How shall I repay the Lord for all the
good things he has done for me? I shall lift up the cup of salvation … Psalm 116
When our children were young, we would say the grace I
learned when I was a child: God is great; God is good; let us thank him for our
food. We taught our children to say it properly, but inside my head I always
wanted food to rhyme with good. Linguists tell us the words did so in the past,
but our pronunciation of the word “good” has moved on.
Life is like that, I suppose. It moves on. A woman I know
once remarked, “There are pillars and there are caterpillars. Pillars hold
things up, but caterpillars move on and become butterflies!” While few people
will admit they like change, the fact is most of us want change of one sort or
another. It’s just that we prefer to have a say in what that change will look
or feel like, or how much discomfort or pain we’ll have to endure to obtain
what we’re after.
As the psalmist implies in the psalm, God is good. I suppose
that’s why God does good things for us. I know God is good and delights in
doing good.
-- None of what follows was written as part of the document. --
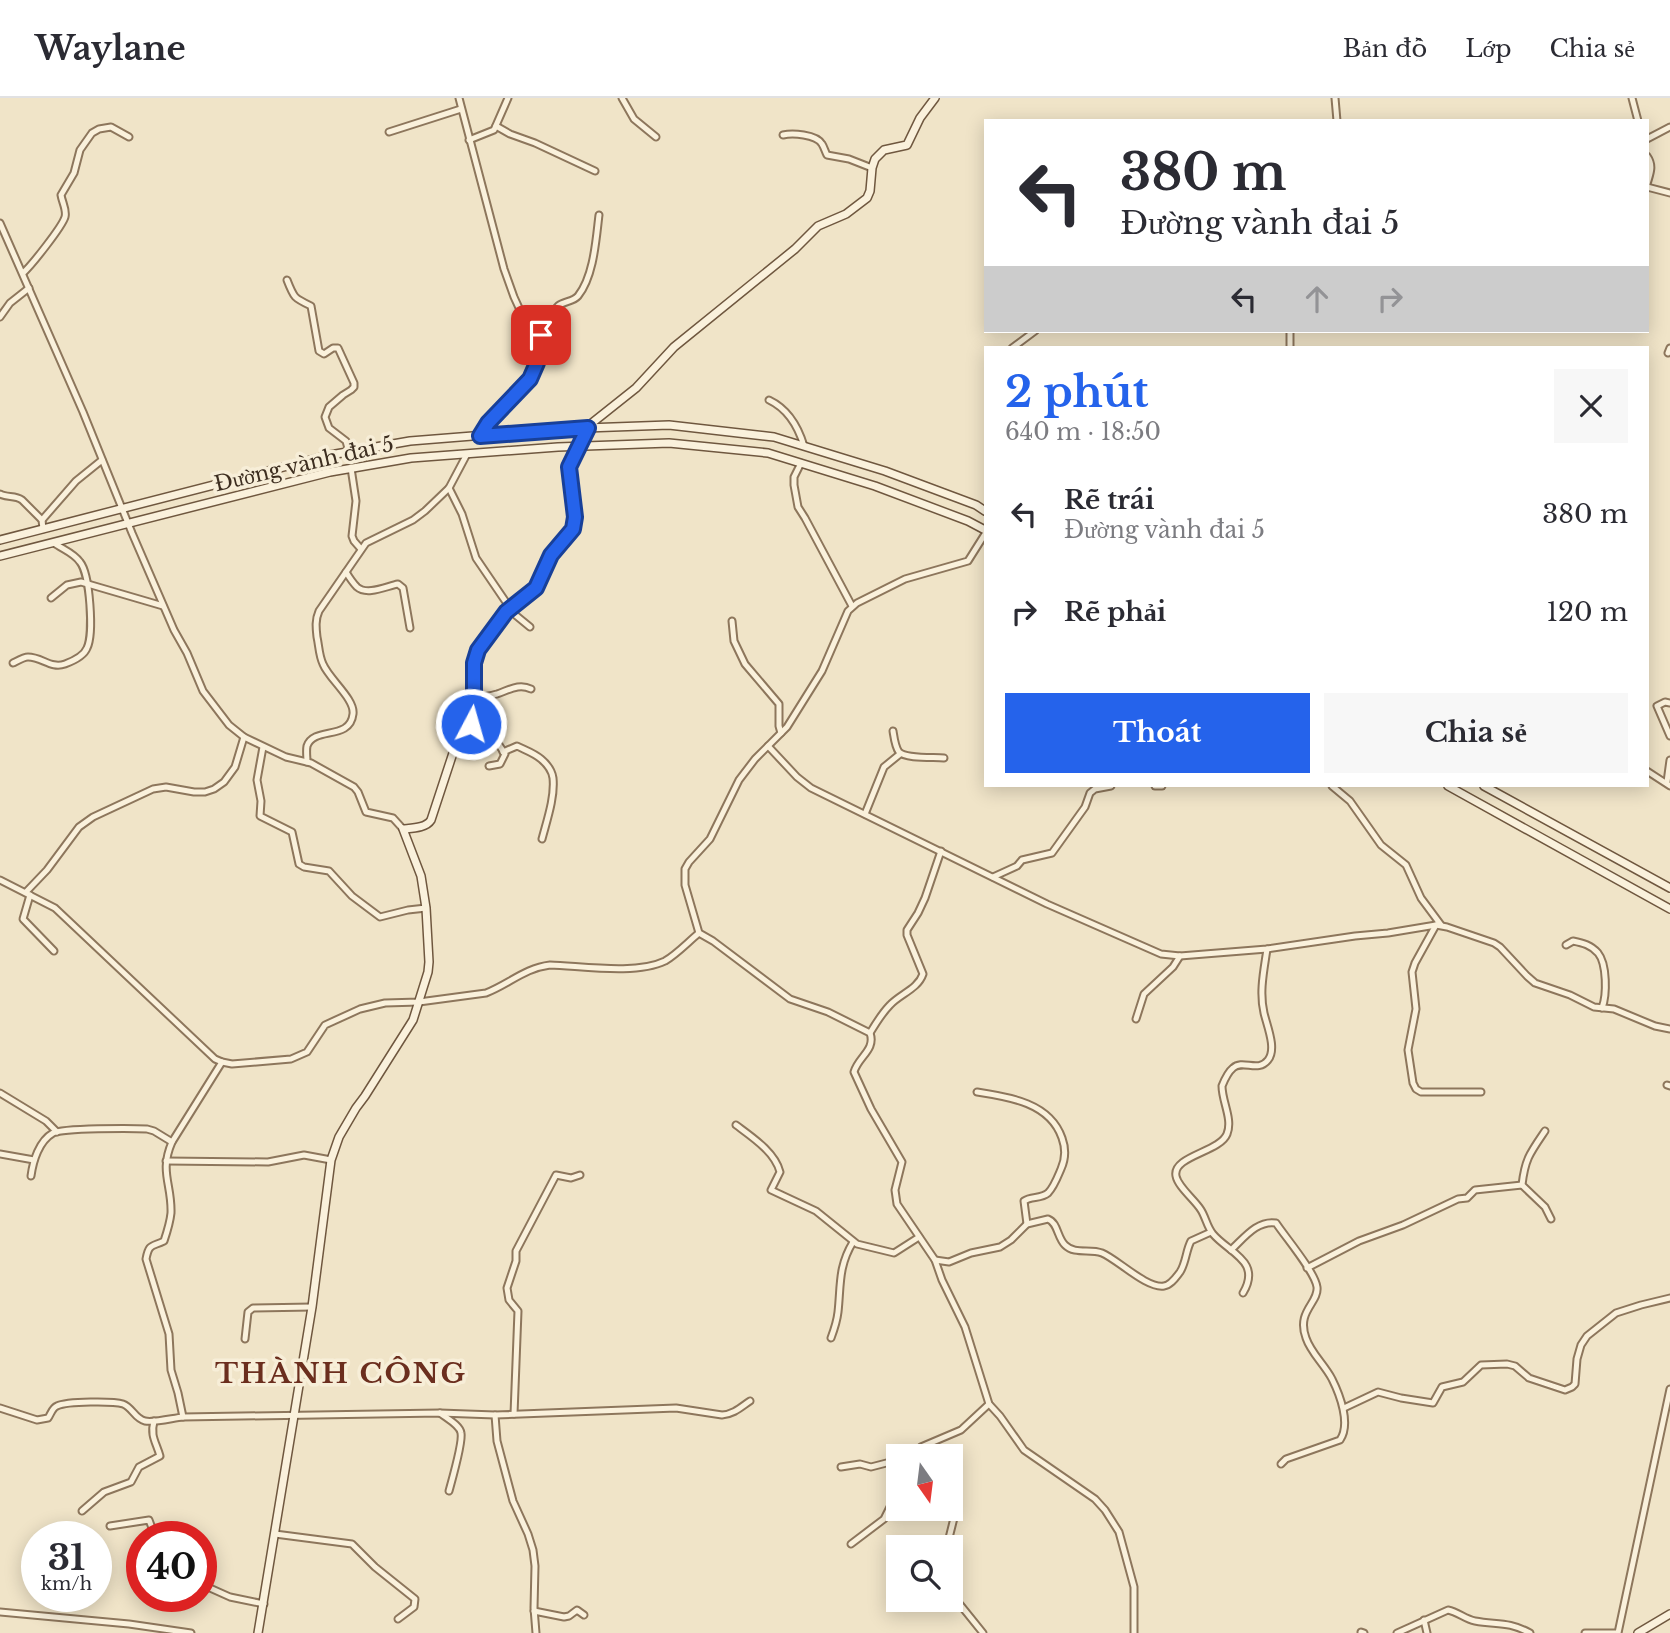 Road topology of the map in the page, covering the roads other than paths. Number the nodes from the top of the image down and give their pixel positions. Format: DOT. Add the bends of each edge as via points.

I’d like to think I’m the same way (having been made in the image
of God), and yet counting my blessings often makes me feel more guilty than
blessed.
It’s like when someone pays you a compliment, I never know
what to do with it. I blush. I stutter and stammer. I insist it was nothing, or
the product was mediocre at best. And then I think my modesty isn’t genuine,
because inside I’m also pleased as punch, and that just makes me feel even
guiltier than when I started the cycle of pleasure and guilt.
I think my relationship with God is like that sometimes. I
am sure God is pleased whenever I do something nice, right, good, or loving. I
am sure God looks at the honorable things we say and do and puffs out his godly
chest and calls the angels of heaven together into some heavenly huddle and
says, “Attsa my boy, down there!” or “Attsa my girl doing that!”
I am sure that’s what’s going on in God’s head and heart,
and yet for some reason I can’t fathom, I can’t shake the fact that I still
think of God and me in some sort of transactional relationship. Maybe it is
because so much of the language we use has a monetary tone to it.
God paid for my sins. That implies I owe God. God redeems
us. Oh, so now I am a coupon to be turned in for something better, newer,
shinier? Jesus saves. So I am a coin
tossed into the darkness of a piggy bank. Wait … God can’t have a piggy bank;
it wouldn’t be kosher!
Those are things my head tells me, and the psalmist seems to
know it instinctively, too, for he asks quite clearly, “How shall I repay the
Lord?”
He answers, “I shall lift up the cup of salvation!”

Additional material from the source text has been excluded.